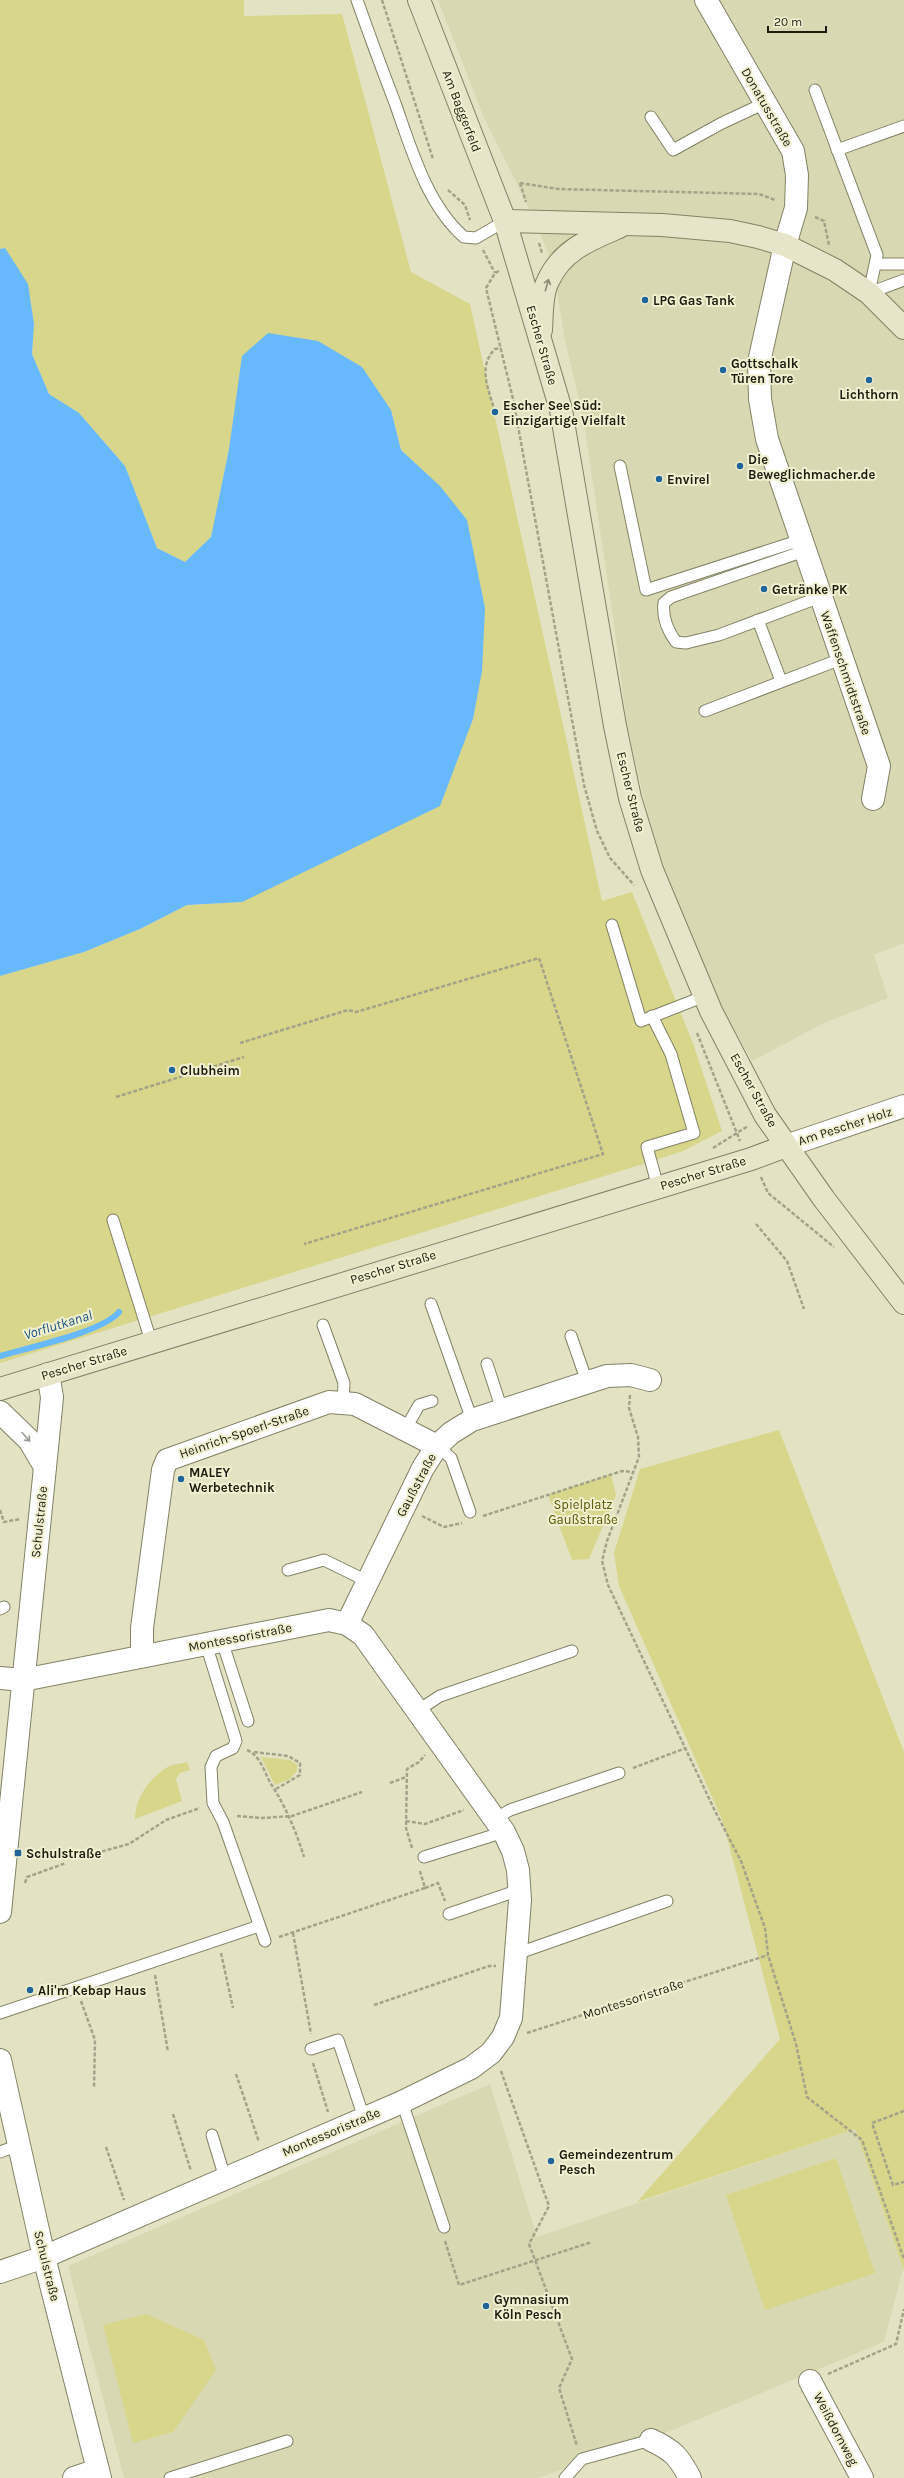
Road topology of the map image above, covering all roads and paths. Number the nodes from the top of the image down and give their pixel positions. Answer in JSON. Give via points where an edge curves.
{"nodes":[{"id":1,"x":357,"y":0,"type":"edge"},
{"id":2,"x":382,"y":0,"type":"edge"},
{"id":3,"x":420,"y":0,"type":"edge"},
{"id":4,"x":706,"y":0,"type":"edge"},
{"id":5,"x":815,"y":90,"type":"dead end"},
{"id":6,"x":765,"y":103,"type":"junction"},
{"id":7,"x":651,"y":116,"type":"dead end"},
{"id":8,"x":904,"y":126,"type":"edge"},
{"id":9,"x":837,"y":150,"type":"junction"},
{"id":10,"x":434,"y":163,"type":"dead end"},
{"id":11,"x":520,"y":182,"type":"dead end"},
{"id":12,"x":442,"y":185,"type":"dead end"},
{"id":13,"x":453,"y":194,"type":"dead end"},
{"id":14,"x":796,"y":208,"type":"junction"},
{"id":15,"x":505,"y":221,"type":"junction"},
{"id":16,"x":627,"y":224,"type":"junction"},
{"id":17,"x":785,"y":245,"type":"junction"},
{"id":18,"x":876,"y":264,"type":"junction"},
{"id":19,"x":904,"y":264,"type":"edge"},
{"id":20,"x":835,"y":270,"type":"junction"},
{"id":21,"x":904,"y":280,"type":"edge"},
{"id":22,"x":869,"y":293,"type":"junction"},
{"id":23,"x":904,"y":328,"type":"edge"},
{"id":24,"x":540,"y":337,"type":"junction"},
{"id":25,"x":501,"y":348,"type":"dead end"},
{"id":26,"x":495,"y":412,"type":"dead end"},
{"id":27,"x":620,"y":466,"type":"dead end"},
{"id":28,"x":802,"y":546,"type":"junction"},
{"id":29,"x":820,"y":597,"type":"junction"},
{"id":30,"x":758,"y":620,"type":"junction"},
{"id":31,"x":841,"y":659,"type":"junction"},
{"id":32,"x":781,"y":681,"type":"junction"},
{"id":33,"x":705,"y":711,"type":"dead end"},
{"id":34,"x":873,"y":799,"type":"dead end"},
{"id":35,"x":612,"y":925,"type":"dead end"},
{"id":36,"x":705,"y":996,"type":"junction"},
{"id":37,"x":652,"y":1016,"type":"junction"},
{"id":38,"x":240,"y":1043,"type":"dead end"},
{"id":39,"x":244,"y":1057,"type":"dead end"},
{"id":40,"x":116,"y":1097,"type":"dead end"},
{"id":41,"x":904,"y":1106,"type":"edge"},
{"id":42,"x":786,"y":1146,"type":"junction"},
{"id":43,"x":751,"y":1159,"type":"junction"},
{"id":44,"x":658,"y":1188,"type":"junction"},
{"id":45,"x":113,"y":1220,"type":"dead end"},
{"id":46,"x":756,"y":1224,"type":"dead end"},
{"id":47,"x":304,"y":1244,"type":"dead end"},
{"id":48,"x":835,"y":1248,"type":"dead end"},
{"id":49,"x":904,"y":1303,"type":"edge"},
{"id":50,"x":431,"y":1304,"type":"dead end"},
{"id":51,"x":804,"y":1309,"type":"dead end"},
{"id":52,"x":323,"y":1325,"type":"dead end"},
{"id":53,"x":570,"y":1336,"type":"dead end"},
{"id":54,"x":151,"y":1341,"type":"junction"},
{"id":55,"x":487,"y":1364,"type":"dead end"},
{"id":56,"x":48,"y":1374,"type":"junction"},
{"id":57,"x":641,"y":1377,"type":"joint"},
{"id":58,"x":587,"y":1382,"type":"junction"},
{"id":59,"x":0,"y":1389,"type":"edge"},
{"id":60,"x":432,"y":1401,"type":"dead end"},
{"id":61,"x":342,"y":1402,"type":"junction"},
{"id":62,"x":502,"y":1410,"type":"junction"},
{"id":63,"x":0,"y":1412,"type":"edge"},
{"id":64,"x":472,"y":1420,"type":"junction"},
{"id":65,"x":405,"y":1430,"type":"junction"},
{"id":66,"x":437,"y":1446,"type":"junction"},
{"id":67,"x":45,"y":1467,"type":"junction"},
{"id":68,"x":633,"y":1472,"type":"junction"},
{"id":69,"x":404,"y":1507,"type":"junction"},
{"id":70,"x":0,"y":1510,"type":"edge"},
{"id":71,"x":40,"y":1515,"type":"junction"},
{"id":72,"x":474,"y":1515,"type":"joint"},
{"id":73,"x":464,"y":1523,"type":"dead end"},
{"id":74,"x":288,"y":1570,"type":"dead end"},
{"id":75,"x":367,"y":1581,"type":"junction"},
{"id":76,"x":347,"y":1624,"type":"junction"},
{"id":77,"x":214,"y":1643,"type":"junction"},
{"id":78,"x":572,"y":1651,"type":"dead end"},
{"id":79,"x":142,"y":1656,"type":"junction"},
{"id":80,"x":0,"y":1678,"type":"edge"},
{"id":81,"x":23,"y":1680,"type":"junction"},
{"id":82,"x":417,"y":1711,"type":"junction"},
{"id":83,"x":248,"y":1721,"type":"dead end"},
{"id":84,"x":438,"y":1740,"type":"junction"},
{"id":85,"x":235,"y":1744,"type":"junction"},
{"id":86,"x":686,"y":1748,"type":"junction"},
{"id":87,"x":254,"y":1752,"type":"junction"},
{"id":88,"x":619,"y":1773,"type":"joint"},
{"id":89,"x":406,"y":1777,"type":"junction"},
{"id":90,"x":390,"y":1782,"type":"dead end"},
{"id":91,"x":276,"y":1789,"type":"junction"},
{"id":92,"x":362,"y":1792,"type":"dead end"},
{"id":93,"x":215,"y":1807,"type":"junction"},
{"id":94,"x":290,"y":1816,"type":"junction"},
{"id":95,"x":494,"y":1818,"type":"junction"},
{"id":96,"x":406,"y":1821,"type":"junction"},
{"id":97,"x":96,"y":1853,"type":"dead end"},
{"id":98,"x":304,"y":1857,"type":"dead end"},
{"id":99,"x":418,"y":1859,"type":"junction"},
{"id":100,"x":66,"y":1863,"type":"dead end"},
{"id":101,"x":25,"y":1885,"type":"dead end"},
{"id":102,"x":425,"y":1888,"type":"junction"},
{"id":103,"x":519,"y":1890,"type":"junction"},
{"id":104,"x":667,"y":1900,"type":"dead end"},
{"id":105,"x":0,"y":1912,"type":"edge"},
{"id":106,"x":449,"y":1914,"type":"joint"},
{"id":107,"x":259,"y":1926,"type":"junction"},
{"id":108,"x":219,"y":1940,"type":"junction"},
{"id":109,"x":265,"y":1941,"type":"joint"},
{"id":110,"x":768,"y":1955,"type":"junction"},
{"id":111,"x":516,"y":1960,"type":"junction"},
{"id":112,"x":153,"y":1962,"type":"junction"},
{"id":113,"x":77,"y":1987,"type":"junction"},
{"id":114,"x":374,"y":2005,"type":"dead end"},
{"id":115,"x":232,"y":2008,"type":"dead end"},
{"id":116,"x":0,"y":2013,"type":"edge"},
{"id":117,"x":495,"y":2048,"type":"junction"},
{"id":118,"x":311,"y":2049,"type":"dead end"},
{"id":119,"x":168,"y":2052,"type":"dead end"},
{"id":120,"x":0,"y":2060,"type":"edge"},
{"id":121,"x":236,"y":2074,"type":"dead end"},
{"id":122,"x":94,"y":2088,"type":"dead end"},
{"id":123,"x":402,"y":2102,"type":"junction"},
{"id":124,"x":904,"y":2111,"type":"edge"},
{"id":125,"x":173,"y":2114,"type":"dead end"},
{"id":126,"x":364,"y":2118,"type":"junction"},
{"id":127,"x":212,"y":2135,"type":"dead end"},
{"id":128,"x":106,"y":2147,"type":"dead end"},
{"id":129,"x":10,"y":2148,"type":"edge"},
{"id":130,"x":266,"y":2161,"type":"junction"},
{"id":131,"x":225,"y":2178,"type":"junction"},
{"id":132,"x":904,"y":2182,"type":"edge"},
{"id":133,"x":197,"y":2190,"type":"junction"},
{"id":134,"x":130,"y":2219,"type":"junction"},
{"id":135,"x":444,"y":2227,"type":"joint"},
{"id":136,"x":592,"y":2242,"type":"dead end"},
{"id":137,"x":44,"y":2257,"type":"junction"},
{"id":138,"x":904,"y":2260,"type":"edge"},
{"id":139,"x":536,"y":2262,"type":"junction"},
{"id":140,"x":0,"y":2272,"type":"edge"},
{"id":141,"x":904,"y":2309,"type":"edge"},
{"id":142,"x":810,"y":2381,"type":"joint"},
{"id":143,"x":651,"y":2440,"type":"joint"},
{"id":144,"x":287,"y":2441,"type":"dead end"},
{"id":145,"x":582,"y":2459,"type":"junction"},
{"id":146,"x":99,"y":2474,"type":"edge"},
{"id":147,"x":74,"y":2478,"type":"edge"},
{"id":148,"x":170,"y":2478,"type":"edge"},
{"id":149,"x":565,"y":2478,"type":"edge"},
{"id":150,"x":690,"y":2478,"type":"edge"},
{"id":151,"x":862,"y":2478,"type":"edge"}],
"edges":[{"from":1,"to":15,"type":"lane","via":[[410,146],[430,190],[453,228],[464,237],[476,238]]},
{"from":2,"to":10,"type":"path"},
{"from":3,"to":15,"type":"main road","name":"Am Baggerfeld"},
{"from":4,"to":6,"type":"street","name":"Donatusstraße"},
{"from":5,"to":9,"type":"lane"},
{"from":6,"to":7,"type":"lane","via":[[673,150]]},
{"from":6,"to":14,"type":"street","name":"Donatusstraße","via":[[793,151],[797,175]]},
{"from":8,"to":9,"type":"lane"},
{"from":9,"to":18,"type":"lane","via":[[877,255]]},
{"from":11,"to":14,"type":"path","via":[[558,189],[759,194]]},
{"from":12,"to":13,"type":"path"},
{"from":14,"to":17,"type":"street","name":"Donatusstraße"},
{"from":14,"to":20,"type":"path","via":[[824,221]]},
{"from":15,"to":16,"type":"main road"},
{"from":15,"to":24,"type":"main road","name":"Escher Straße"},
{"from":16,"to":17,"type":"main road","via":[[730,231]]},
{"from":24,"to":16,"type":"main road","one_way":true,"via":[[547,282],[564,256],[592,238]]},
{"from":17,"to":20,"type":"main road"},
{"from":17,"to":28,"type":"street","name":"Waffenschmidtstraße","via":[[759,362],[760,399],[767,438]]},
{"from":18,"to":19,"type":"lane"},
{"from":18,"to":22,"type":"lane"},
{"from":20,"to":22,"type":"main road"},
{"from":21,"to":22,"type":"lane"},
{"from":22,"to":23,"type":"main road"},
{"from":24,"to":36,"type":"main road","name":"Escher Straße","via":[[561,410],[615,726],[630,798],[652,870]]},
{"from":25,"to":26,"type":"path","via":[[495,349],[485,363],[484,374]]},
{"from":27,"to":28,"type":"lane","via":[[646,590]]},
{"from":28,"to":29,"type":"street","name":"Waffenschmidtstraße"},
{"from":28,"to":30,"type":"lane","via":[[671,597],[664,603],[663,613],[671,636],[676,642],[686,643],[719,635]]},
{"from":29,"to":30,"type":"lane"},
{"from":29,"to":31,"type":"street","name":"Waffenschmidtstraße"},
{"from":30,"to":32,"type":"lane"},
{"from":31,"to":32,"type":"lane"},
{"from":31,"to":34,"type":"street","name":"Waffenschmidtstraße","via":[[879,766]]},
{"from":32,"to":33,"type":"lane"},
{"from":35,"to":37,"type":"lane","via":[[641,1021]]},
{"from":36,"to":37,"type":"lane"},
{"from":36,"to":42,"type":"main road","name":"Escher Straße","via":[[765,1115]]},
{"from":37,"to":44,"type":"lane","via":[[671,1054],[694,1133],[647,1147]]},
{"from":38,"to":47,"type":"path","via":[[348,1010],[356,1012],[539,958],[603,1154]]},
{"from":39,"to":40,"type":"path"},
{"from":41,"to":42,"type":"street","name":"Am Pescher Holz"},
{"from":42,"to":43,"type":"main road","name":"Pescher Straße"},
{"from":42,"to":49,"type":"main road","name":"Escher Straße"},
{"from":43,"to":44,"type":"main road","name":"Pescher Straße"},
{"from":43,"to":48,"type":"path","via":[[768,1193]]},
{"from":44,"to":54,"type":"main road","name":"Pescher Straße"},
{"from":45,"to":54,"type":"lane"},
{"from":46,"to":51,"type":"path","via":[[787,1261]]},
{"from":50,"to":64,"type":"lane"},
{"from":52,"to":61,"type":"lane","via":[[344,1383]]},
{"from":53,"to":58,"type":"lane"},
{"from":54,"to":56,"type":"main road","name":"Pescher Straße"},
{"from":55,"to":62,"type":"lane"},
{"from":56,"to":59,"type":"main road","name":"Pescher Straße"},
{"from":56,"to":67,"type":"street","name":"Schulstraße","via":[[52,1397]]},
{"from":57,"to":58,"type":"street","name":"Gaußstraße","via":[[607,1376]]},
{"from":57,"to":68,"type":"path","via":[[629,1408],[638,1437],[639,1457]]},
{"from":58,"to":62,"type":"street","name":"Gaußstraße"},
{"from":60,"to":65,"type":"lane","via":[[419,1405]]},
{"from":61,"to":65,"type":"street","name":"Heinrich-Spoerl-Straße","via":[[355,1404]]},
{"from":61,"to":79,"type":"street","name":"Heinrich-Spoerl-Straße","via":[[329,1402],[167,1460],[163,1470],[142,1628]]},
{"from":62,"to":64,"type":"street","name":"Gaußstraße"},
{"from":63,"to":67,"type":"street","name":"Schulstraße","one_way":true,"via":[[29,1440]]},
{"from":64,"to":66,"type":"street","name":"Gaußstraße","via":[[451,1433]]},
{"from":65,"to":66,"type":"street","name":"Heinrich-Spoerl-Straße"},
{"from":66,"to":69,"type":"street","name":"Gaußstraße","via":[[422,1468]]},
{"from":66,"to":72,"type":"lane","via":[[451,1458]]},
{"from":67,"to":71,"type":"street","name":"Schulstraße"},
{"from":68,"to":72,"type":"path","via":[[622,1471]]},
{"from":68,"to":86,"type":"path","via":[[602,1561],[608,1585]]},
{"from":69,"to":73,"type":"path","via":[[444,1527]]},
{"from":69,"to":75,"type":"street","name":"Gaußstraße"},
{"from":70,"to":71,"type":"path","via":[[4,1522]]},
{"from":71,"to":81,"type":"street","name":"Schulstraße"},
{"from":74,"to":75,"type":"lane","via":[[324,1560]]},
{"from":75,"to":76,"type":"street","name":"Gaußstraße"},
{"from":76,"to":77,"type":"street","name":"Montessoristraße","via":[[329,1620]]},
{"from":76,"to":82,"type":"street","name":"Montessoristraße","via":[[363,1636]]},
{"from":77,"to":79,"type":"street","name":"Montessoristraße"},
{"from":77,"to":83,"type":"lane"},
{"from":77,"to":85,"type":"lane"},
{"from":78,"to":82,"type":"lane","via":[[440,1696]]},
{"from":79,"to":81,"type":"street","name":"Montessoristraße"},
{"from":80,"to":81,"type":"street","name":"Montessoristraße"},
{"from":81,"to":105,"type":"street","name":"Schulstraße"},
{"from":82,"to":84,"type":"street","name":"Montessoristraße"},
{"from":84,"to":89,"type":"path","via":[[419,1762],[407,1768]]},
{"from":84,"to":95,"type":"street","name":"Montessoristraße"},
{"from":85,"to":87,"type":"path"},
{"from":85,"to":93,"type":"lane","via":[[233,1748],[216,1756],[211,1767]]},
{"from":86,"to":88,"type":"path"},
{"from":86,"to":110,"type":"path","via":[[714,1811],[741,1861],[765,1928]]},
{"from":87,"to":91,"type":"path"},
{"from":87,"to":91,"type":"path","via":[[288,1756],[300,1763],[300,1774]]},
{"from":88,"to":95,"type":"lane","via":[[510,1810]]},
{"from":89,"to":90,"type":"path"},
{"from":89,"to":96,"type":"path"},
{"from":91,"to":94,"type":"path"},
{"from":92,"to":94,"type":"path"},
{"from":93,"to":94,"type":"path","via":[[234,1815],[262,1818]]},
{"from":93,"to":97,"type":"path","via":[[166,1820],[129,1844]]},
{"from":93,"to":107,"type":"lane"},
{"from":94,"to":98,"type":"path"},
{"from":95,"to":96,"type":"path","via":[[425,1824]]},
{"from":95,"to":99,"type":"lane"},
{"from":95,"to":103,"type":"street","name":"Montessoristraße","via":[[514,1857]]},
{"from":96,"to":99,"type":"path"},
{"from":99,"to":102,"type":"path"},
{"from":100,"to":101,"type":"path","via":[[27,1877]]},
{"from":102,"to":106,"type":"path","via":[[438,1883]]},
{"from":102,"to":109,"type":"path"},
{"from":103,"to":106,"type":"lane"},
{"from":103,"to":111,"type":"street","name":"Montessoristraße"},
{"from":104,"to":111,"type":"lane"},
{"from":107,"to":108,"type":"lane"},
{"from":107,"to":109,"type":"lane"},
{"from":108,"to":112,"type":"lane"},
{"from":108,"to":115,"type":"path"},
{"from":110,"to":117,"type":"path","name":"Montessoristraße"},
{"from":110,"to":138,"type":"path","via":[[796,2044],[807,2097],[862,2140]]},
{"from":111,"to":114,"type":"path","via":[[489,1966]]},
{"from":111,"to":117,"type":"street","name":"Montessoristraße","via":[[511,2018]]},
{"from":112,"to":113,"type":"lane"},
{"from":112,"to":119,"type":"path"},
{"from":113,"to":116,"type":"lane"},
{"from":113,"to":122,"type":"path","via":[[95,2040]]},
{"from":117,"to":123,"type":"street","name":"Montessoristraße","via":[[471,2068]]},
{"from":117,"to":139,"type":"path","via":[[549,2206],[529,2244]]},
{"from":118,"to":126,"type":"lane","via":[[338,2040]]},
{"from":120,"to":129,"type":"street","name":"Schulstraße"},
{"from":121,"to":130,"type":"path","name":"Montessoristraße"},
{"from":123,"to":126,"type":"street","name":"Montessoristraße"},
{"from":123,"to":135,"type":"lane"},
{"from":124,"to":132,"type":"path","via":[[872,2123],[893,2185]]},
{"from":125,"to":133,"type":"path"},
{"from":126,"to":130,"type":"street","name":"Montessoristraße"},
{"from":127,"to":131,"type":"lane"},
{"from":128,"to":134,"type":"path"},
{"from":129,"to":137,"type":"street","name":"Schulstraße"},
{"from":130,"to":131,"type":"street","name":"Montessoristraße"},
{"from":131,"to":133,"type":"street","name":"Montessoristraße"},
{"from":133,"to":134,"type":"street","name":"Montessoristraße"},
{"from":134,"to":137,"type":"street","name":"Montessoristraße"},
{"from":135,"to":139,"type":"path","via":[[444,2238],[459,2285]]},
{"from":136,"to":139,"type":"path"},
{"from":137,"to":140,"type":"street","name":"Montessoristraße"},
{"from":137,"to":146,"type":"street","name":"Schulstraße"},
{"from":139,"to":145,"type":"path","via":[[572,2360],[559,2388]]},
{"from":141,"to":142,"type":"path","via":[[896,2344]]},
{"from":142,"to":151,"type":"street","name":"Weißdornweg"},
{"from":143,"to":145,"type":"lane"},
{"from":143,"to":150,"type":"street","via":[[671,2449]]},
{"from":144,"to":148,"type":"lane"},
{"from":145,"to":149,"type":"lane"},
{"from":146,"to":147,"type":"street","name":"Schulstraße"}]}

.....

Task description>
Take each line in the listing that has the word "Waffenschmidtstraße" and copy it.

Solution to the exercise>
{"from":17,"to":28,"type":"street","name":"Waffenschmidtstraße","via":[[759,362],[760,399],[767,438]]},
{"from":28,"to":29,"type":"street","name":"Waffenschmidtstraße"},
{"from":29,"to":31,"type":"street","name":"Waffenschmidtstraße"},
{"from":31,"to":34,"type":"street","name":"Waffenschmidtstraße","via":[[879,766]]},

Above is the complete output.